ACTE III
Même décor.
Scène première
KOUGNONBAF – SABINE
KOUGNONBAF
Pour une fois, vous êtes ponctuelle.
SABINE
Avez-vous apporté ma génisse ?
KOUGNONBAF
Elle vous sera livrée chez vous. Imaginez le scandale que ferait ma fiancée si l’animal venait à bouser sur ce royal tapis du XVIe siècle.
SABINE
Je comprends la situation. Mais ne tardez pas trop.
KOUGNONBAF
Avez-vous du nouveau concernant notre affaire ?
SABINE
Bien sûr. J’ai d’excellentes nouvelles pour vous. Notre Elvire nationale remplit très bien sa mission. Elle m’apporte de précieux renseignements ; Une véritable Mata Hari !
KOUGNONBAF
À quoi donc vous sert votre boule de cristal ?
SABINE
Pour le moment ? À rien. Elvire la remplace avantageusement.
KOUGNONBAF
Et que voyez-vous dans votre Elvire ?
SABINE
Des choses qui vous réjouiront. Vous ne regretterez pas d’être passé à l’étape bovine.
KOUGNONBAF
Mais encore ?
SABINE
Notre chère Lynda est décidément une pauvre fille bien naïve. Elle est allée se jeter sans pagaie dans les chutes du Niagara.
KOUGNONBAF
Voilà qui me réjouit. Mais j’aimerais un peu plus de détails.
SABINE
Lynda s’est acoquinée avec des voyous de la pire espèce : des trafiquants de drogue, des contrefacteurs, et j’en passe. Sous prétexte de vouloir les convertir à la foi chrétienne, elle s’est convertie à la mafia parisienne.
KOUGNONBAF
Mais c’est merveilleux. Sabine, nous la tenons.
SABINE
Mais ce n’est pas tout. Cette folle s’est mis dans la tête de protéger des immigrants clandestins : de ces Africains qui parasitent la France comme des courtilières.
KOUGNONBAF
Diable !
SABINE
Elle a même tourné la tête d’un commissaire corrompu dont elle a fait son complice.
KOUGNONBAF
Trop fort.
SABINE
Elle a mis son commissariat à feu et à sang.
KOUGNONBAF
C’est ma pire ennemie, mais je l’admire.
SABINE
C’est Nénesse qui ne va pas apprécier !
KOUGNONBAF
Nénesse ?
SABINE
« Nén » comme Nicolas, et « Nesse » comme qui vous savez.
KOUGNONBAF
Nestor ?
SABINE
C’est cela ! Bon ! Et c’est à ce stade de l’action que notre Elvire intervient.
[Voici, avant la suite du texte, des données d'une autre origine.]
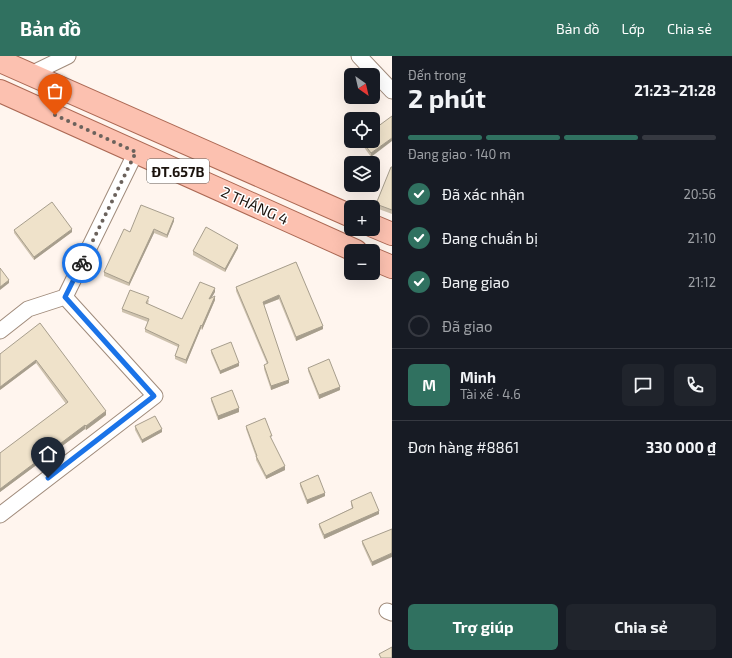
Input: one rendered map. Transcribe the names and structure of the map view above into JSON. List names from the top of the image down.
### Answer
{
  "streets": {
    "main road": ["ĐT.657B", "2 THÁNG 4"]
  },
  "north": "bottom right",
  "page": {
    "header": "Bản đồ",
    "nav": ["Bản đồ", "Lớp", "Chia sẻ"],
    "heading": ["2 phút", "Đến trong", "21:23–21:28"],
    "panel": [
      "Minh",
      "Tài xế · 4.6",
      "Đơn hàng #8861",
      "330 000 ₫"
    ],
    "map_buttons": ["+", "−"],
    "bar": "Đang giao · 140 m",
    "list": [
      ["Đã xác nhận", "20:56"],
      ["Đang chuẩn bị", "21:10"],
      ["Đang giao", "21:12"],
      "Đã giao"
    ],
    "round": "M",
    "buttons": ["Trợ giúp", "Chia sẻ"]
  }
}
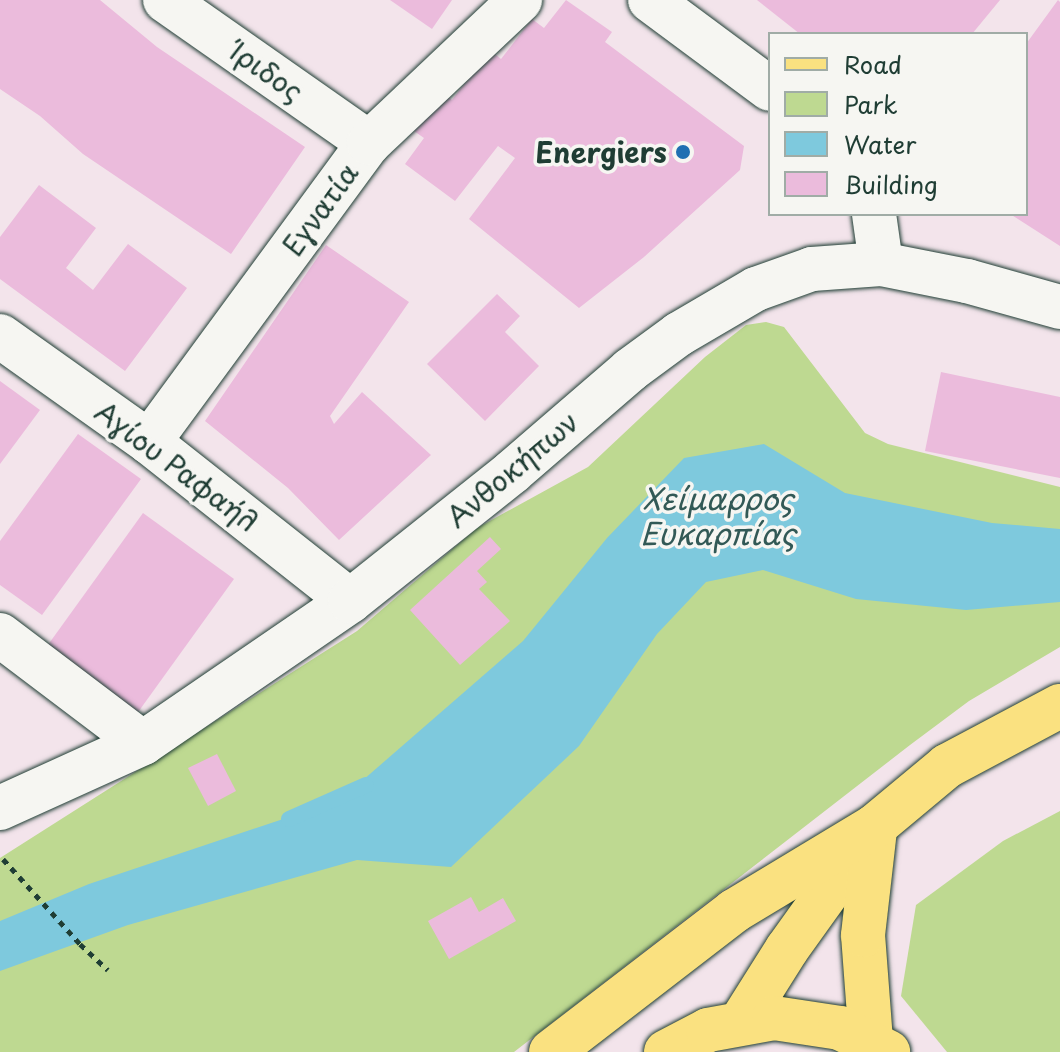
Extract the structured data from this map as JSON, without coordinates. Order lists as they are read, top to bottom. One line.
{"streets":{"street":["Ίριδος","Εγνατία","Αγίου Ραφαήλ","Ανθοκήπων"]},"crossings":[["Ίριδος","Εγνατία"],["Εγνατία","Αγίου Ραφαήλ"],["Αγίου Ραφαήλ","Ανθοκήπων"]],"water":["Χείμαρρος Ευκαρπίας"],"places":["Energiers"],"legend":["Road","Park","Water","Building"]}
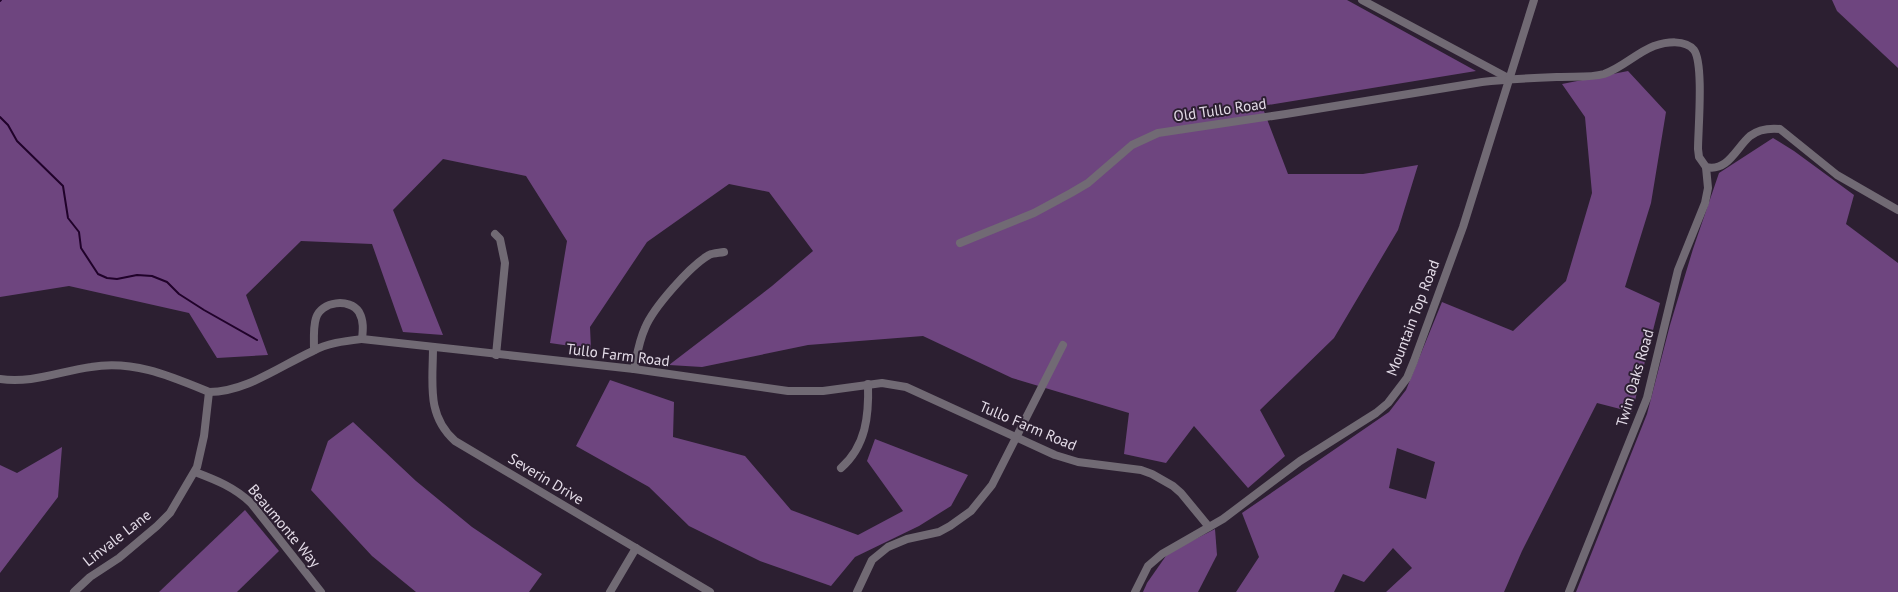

Elle use en virtuose de la science diabolique que j’ai mise à sa disposition.
KOUGNONBAF
Que fait-elle ?
SABINE
Lynda et sa bande sont allés se cacher dans une ferme isolée à cent cinquante kilomètres de Paris. Mais Elvire a retrouvé leur repère, et elle l’a signalée aux autorités comme une redoutable terroriste. L’élite de la police française est à ses trousses. D’ici quelques jours, que dis-je, quelques heures, vous pourrez annoncer dans votre presse minable qui empoisonne le pays, que Lynda est morte, le corps transpercé par une cinquantaine de balles.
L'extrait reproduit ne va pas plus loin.